Whatever courage Darren had slithered away, and he headed to the door. But the hand of courage wouldn’t hear of it, and instead, whipped him around. “You’re wrong, Mr. Sag!”
Mr. Sag’s forehead puckered. “What ya mean, boy?”
A slow smile eased onto Darren’s pudgy face. “What I mean is that you’ve got competition, which might explain why it’s a ghost town here.”
Mr. Sag yawned. “Competition? You talking that internet thing?”
“Forget online shopping. I’m talking about the new book store just a few blocks over. I stopped by the other day and saw all kinds of customers drinking coffee and buying things. It was a real community thing, people laughing and talking. Said they loved the book selection and how nice and clean everything looked. Overheard some of them saying they loved the coffee and would be back.”
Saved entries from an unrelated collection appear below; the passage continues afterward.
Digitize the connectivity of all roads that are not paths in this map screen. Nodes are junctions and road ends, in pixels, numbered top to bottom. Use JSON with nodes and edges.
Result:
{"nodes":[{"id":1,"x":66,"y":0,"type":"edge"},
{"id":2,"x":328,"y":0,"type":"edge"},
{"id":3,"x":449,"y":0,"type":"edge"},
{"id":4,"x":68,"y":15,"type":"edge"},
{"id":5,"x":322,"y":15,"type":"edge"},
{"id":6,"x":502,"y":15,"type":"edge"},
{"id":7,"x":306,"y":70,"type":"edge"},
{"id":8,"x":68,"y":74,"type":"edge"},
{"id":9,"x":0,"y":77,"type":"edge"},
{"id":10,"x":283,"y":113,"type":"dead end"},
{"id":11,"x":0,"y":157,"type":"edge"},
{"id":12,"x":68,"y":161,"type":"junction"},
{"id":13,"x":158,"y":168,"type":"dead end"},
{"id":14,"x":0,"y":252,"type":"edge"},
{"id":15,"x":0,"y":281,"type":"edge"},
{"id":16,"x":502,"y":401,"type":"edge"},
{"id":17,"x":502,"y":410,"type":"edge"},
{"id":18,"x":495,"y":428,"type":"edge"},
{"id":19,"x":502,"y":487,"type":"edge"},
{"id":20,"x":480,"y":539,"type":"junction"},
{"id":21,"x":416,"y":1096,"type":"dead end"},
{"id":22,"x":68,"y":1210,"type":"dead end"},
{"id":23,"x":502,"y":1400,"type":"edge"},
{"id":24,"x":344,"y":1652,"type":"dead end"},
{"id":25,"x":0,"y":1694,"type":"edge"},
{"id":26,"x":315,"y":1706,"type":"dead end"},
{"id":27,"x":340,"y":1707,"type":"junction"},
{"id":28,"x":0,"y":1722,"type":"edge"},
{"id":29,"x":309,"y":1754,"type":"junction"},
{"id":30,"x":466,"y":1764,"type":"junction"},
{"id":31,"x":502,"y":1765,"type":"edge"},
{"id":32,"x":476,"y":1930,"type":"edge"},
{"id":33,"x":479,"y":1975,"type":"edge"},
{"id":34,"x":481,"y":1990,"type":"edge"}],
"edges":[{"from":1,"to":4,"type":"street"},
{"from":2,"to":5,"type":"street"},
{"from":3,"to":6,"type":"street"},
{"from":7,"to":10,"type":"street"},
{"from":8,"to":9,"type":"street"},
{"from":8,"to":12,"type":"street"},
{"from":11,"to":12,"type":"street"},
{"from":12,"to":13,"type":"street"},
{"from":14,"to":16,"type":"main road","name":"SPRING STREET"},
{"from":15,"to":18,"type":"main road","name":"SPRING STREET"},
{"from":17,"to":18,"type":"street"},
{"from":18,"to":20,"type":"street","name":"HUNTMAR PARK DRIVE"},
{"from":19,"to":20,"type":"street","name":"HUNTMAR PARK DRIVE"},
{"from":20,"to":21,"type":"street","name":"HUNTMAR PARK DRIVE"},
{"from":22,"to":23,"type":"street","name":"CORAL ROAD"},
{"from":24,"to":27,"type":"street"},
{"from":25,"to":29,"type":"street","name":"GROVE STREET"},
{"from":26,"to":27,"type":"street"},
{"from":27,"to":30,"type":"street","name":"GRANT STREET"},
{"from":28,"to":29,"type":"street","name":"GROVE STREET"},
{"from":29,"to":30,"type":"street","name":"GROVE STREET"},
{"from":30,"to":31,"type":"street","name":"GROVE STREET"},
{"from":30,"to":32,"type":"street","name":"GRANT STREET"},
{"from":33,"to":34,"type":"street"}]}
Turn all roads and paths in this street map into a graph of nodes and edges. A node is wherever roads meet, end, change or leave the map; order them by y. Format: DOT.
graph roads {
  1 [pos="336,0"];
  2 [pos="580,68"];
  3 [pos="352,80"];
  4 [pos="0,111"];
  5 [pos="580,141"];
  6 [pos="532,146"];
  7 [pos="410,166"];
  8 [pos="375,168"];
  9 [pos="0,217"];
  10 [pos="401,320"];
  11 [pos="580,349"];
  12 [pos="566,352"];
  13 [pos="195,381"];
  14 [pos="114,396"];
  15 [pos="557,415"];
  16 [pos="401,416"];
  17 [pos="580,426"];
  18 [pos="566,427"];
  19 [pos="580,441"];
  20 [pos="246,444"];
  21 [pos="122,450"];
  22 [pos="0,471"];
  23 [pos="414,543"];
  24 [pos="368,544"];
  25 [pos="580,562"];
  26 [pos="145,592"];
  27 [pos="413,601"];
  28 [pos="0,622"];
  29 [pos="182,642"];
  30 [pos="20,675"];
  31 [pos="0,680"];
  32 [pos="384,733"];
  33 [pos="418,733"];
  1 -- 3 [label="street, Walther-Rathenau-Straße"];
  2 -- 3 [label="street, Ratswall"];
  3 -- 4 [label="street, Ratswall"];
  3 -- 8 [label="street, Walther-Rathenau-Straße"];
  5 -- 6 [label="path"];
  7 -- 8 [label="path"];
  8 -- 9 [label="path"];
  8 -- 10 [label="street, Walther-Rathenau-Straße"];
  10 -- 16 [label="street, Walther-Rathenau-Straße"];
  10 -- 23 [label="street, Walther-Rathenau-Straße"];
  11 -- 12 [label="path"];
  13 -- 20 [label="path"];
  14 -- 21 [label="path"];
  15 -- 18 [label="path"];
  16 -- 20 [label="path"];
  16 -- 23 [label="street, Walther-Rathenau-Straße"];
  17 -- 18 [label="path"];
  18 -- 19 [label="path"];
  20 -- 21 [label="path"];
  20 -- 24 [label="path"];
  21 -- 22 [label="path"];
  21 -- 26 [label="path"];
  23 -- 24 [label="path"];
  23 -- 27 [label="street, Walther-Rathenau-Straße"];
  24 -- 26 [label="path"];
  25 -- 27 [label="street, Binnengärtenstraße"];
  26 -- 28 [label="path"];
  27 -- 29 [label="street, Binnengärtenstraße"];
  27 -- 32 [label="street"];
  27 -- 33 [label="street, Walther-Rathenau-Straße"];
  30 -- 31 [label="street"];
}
Mr. Sag lifted an eyebrow.
Darren continued. “It smelled real good, too, not like that nasty stuff that comes out of your machine. It’s too bad you fired me because I had a big surprise for you.” He shook his brown head. “Your loss.”
Mr. Sag couldn’t help himself. After all, he loved surprises, especially since he never got any. He rubbed the stubble on his chin. “Maybe I’ll let you stay. Depends on what the surprise is. I’ve got high expectations, you know.”
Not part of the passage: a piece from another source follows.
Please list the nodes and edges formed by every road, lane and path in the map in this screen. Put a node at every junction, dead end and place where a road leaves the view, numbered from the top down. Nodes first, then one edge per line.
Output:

Darren’s mouth lifted into a smile. “You see, my dad manages a business supply store in Oro Valley. I told him about the sad state of your coffee machine. He said he’d get you a top-of-the-line coffee maker for a fraction of the cost. You know, as a courtesy because I work here.”
“Top of the line?” Mr. Sag repeated.
Darren nodded. “That heavenly coffee aroma from your new machine will pluck people right from the street, and before you know it, this place will explode with business. Think how happy that will make Mrs. Sag.” Darren grinned. “What do you say, Mr. Sag? Can I stay?”
He narrowed his eyes. “Fraction of the cost?”
“Yes, sir. My dad will give a cheap price. And, I’ve got some other ideas, too, that will bring in more customers than you can handle.”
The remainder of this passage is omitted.